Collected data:
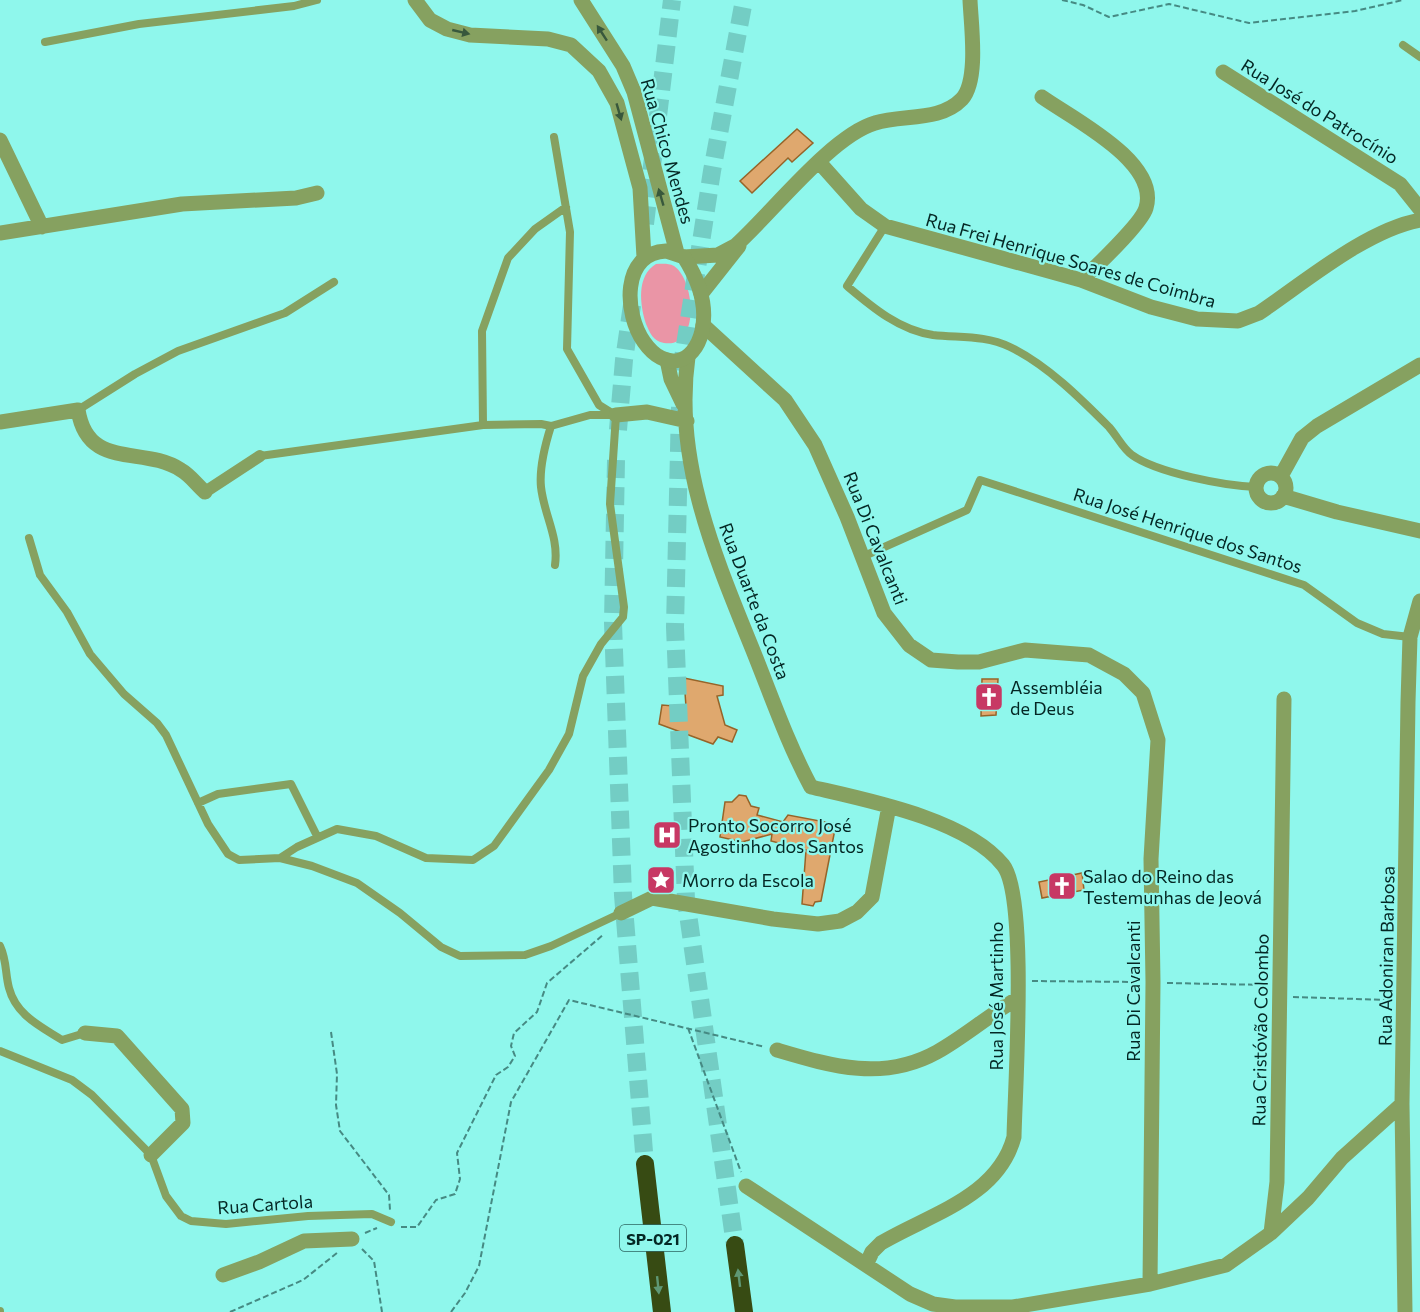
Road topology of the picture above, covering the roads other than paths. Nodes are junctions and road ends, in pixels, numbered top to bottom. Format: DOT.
graph roads {
  1 [pos="317,0"];
  2 [pos="416,0"];
  3 [pos="580,0"];
  4 [pos="970,0"];
  5 [pos="45,42"];
  6 [pos="1403,45"];
  7 [pos="1420,57"];
  8 [pos="1223,72"];
  9 [pos="1042,97"];
  10 [pos="554,138"];
  11 [pos="0,140"];
  12 [pos="819,162"];
  13 [pos="317,193"];
  14 [pos="566,207"];
  15 [pos="1420,209"];
  16 [pos="1420,220"];
  17 [pos="885,226"];
  18 [pos="42,227"];
  19 [pos="0,233"];
  20 [pos="748,234"];
  21 [pos="681,255"];
  22 [pos="644,257"];
  23 [pos="1081,279"];
  24 [pos="334,282"];
  25 [pos="701,294"];
  26 [pos="703,325"];
  27 [pos="688,357"];
  28 [pos="667,360"];
  29 [pos="1420,364"];
  30 [pos="78,410"];
  31 [pos="616,415"];
  32 [pos="686,416"];
  33 [pos="0,422"];
  34 [pos="483,425"];
  35 [pos="551,426"];
  36 [pos="260,456"];
  37 [pos="1281,476"];
  38 [pos="1256,487"];
  39 [pos="205,492"];
  40 [pos="1283,496"];
  41 [pos="1420,531"];
  42 [pos="29,538"];
  43 [pos="862,557"];
  44 [pos="555,565"];
  45 [pos="1420,601"];
  46 [pos="1410,637"];
  47 [pos="1284,699"];
  48 [pos="811,787"];
  49 [pos="198,803"];
  50 [pos="889,806"];
  51 [pos="317,836"];
  52 [pos="280,858"];
  53 [pos="621,913"];
  54 [pos="0,946"];
  55 [pos="1017,999"];
  56 [pos="86,1033"];
  57 [pos="777,1050"];
  58 [pos="0,1051"];
  59 [pos="1402,1104"];
  60 [pos="151,1155"];
  61 [pos="645,1164"];
  62 [pos="1277,1182"];
  63 [pos="746,1186"];
  64 [pos="1296,1209"];
  65 [pos="391,1222"];
  66 [pos="1271,1233"];
  67 [pos="352,1239"];
  68 [pos="735,1245"];
  69 [pos="866,1265"];
  70 [pos="224,1275"];
  71 [pos="1150,1284"];
  72 [pos="662,1312"];
  73 [pos="744,1312"];
  74 [pos="1405,1312"];
  1 -- 5 [label="lane"];
  2 -- 22 [label="street, Rua Chico Mendes, one-way"];
  21 -- 3 [label="street, Rua Chico Mendes, one-way"];
  4 -- 12 [label="street"];
  6 -- 7 [label="lane"];
  8 -- 15 [label="street, Rua José do Patrocínio"];
  9 -- 23 [label="street"];
  10 -- 14 [label="lane"];
  11 -- 18 [label="street"];
  12 -- 17 [label="street, Rua Frei Henrique Soares de Coimbra"];
  12 -- 20 [label="street"];
  13 -- 18 [label="street"];
  14 -- 31 [label="lane"];
  14 -- 34 [label="lane"];
  16 -- 23 [label="street, Rua Frei Henrique Soares de Coimbra"];
  17 -- 23 [label="street, Rua Frei Henrique Soares de Coimbra"];
  17 -- 38 [label="lane"];
  18 -- 19 [label="street"];
  20 -- 21 [label="street"];
  20 -- 25 [label="street"];
  21 -- 22 [label="street"];
  21 -- 25 [label="street"];
  22 -- 28 [label="street"];
  24 -- 30 [label="lane"];
  25 -- 26 [label="street"];
  26 -- 27 [label="street"];
  26 -- 43 [label="street, Rua Di Cavalcanti"];
  27 -- 28 [label="street"];
  27 -- 32 [label="street, Rua Duarte da Costa"];
  28 -- 32 [label="street, Rua Duarte da Costa"];
  29 -- 37 [label="street"];
  30 -- 33 [label="street"];
  30 -- 39 [label="street"];
  31 -- 32 [label="street"];
  31 -- 35 [label="lane"];
  31 -- 51 [label="lane"];
  32 -- 48 [label="street, Rua Duarte da Costa"];
  34 -- 35 [label="lane"];
  34 -- 36 [label="lane"];
  35 -- 44 [label="lane"];
  36 -- 39 [label="street"];
  37 -- 38 [label="street"];
  37 -- 40 [label="street"];
  38 -- 40 [label="street"];
  40 -- 41 [label="street"];
  42 -- 49 [label="lane"];
  43 -- 46 [label="lane, Rua José Henrique dos Santos"];
  43 -- 71 [label="street, Rua Di Cavalcanti"];
  45 -- 46 [label="street, Rua Adoniran Barbosa"];
  46 -- 59 [label="street, Rua Adoniran Barbosa"];
  47 -- 62 [label="street, Rua Cristóvão Colombo"];
  48 -- 50 [label="street, Rua José Martinho"];
  49 -- 51 [label="lane"];
  49 -- 52 [label="lane"];
  50 -- 53 [label="street"];
  50 -- 55 [label="street, Rua José Martinho"];
  51 -- 52 [label="lane"];
  52 -- 53 [label="lane"];
  54 -- 56 [label="lane"];
  55 -- 57 [label="street"];
  55 -- 69 [label="street, Rua José Martinho"];
  56 -- 60 [label="street"];
  58 -- 60 [label="lane, Rua Cartola"];
  59 -- 64 [label="street"];
  59 -- 74 [label="street, Rua Adoniran Barbosa"];
  60 -- 65 [label="lane, Rua Cartola"];
  61 -- 72 [label="highway, SP-021, one-way"];
  62 -- 64 [label="street"];
  62 -- 66 [label="street, Rua Cristóvão Colombo"];
  63 -- 69 [label="street"];
  64 -- 66 [label="street"];
  66 -- 71 [label="street"];
  67 -- 70 [label="street"];
  73 -- 68 [label="highway, one-way"];
  69 -- 71 [label="street"];
}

Task item: Omitting the images, transcribe every record exactly.

Exercise response:
Road topology of the picture above, covering the roads other than paths. Nodes are junctions and road ends, in pixels, numbered top to bottom. Format: DOT.
graph roads {
  1 [pos="317,0"];
  2 [pos="416,0"];
  3 [pos="580,0"];
  4 [pos="970,0"];
  5 [pos="45,42"];
  6 [pos="1403,45"];
  7 [pos="1420,57"];
  8 [pos="1223,72"];
  9 [pos="1042,97"];
  10 [pos="554,138"];
  11 [pos="0,140"];
  12 [pos="819,162"];
  13 [pos="317,193"];
  14 [pos="566,207"];
  15 [pos="1420,209"];
  16 [pos="1420,220"];
  17 [pos="885,226"];
  18 [pos="42,227"];
  19 [pos="0,233"];
  20 [pos="748,234"];
  21 [pos="681,255"];
  22 [pos="644,257"];
  23 [pos="1081,279"];
  24 [pos="334,282"];
  25 [pos="701,294"];
  26 [pos="703,325"];
  27 [pos="688,357"];
  28 [pos="667,360"];
  29 [pos="1420,364"];
  30 [pos="78,410"];
  31 [pos="616,415"];
  32 [pos="686,416"];
  33 [pos="0,422"];
  34 [pos="483,425"];
  35 [pos="551,426"];
  36 [pos="260,456"];
  37 [pos="1281,476"];
  38 [pos="1256,487"];
  39 [pos="205,492"];
  40 [pos="1283,496"];
  41 [pos="1420,531"];
  42 [pos="29,538"];
  43 [pos="862,557"];
  44 [pos="555,565"];
  45 [pos="1420,601"];
  46 [pos="1410,637"];
  47 [pos="1284,699"];
  48 [pos="811,787"];
  49 [pos="198,803"];
  50 [pos="889,806"];
  51 [pos="317,836"];
  52 [pos="280,858"];
  53 [pos="621,913"];
  54 [pos="0,946"];
  55 [pos="1017,999"];
  56 [pos="86,1033"];
  57 [pos="777,1050"];
  58 [pos="0,1051"];
  59 [pos="1402,1104"];
  60 [pos="151,1155"];
  61 [pos="645,1164"];
  62 [pos="1277,1182"];
  63 [pos="746,1186"];
  64 [pos="1296,1209"];
  65 [pos="391,1222"];
  66 [pos="1271,1233"];
  67 [pos="352,1239"];
  68 [pos="735,1245"];
  69 [pos="866,1265"];
  70 [pos="224,1275"];
  71 [pos="1150,1284"];
  72 [pos="662,1312"];
  73 [pos="744,1312"];
  74 [pos="1405,1312"];
  1 -- 5 [label="lane"];
  2 -- 22 [label="street, Rua Chico Mendes, one-way"];
  21 -- 3 [label="street, Rua Chico Mendes, one-way"];
  4 -- 12 [label="street"];
  6 -- 7 [label="lane"];
  8 -- 15 [label="street, Rua José do Patrocínio"];
  9 -- 23 [label="street"];
  10 -- 14 [label="lane"];
  11 -- 18 [label="street"];
  12 -- 17 [label="street, Rua Frei Henrique Soares de Coimbra"];
  12 -- 20 [label="street"];
  13 -- 18 [label="street"];
  14 -- 31 [label="lane"];
  14 -- 34 [label="lane"];
  16 -- 23 [label="street, Rua Frei Henrique Soares de Coimbra"];
  17 -- 23 [label="street, Rua Frei Henrique Soares de Coimbra"];
  17 -- 38 [label="lane"];
  18 -- 19 [label="street"];
  20 -- 21 [label="street"];
  20 -- 25 [label="street"];
  21 -- 22 [label="street"];
  21 -- 25 [label="street"];
  22 -- 28 [label="street"];
  24 -- 30 [label="lane"];
  25 -- 26 [label="street"];
  26 -- 27 [label="street"];
  26 -- 43 [label="street, Rua Di Cavalcanti"];
  27 -- 28 [label="street"];
  27 -- 32 [label="street, Rua Duarte da Costa"];
  28 -- 32 [label="street, Rua Duarte da Costa"];
  29 -- 37 [label="street"];
  30 -- 33 [label="street"];
  30 -- 39 [label="street"];
  31 -- 32 [label="street"];
  31 -- 35 [label="lane"];
  31 -- 51 [label="lane"];
  32 -- 48 [label="street, Rua Duarte da Costa"];
  34 -- 35 [label="lane"];
  34 -- 36 [label="lane"];
  35 -- 44 [label="lane"];
  36 -- 39 [label="street"];
  37 -- 38 [label="street"];
  37 -- 40 [label="street"];
  38 -- 40 [label="street"];
  40 -- 41 [label="street"];
  42 -- 49 [label="lane"];
  43 -- 46 [label="lane, Rua José Henrique dos Santos"];
  43 -- 71 [label="street, Rua Di Cavalcanti"];
  45 -- 46 [label="street, Rua Adoniran Barbosa"];
  46 -- 59 [label="street, Rua Adoniran Barbosa"];
  47 -- 62 [label="street, Rua Cristóvão Colombo"];
  48 -- 50 [label="street, Rua José Martinho"];
  49 -- 51 [label="lane"];
  49 -- 52 [label="lane"];
  50 -- 53 [label="street"];
  50 -- 55 [label="street, Rua José Martinho"];
  51 -- 52 [label="lane"];
  52 -- 53 [label="lane"];
  54 -- 56 [label="lane"];
  55 -- 57 [label="street"];
  55 -- 69 [label="street, Rua José Martinho"];
  56 -- 60 [label="street"];
  58 -- 60 [label="lane, Rua Cartola"];
  59 -- 64 [label="street"];
  59 -- 74 [label="street, Rua Adoniran Barbosa"];
  60 -- 65 [label="lane, Rua Cartola"];
  61 -- 72 [label="highway, SP-021, one-way"];
  62 -- 64 [label="street"];
  62 -- 66 [label="street, Rua Cristóvão Colombo"];
  63 -- 69 [label="street"];
  64 -- 66 [label="street"];
  66 -- 71 [label="street"];
  67 -- 70 [label="street"];
  73 -- 68 [label="highway, one-way"];
  69 -- 71 [label="street"];
}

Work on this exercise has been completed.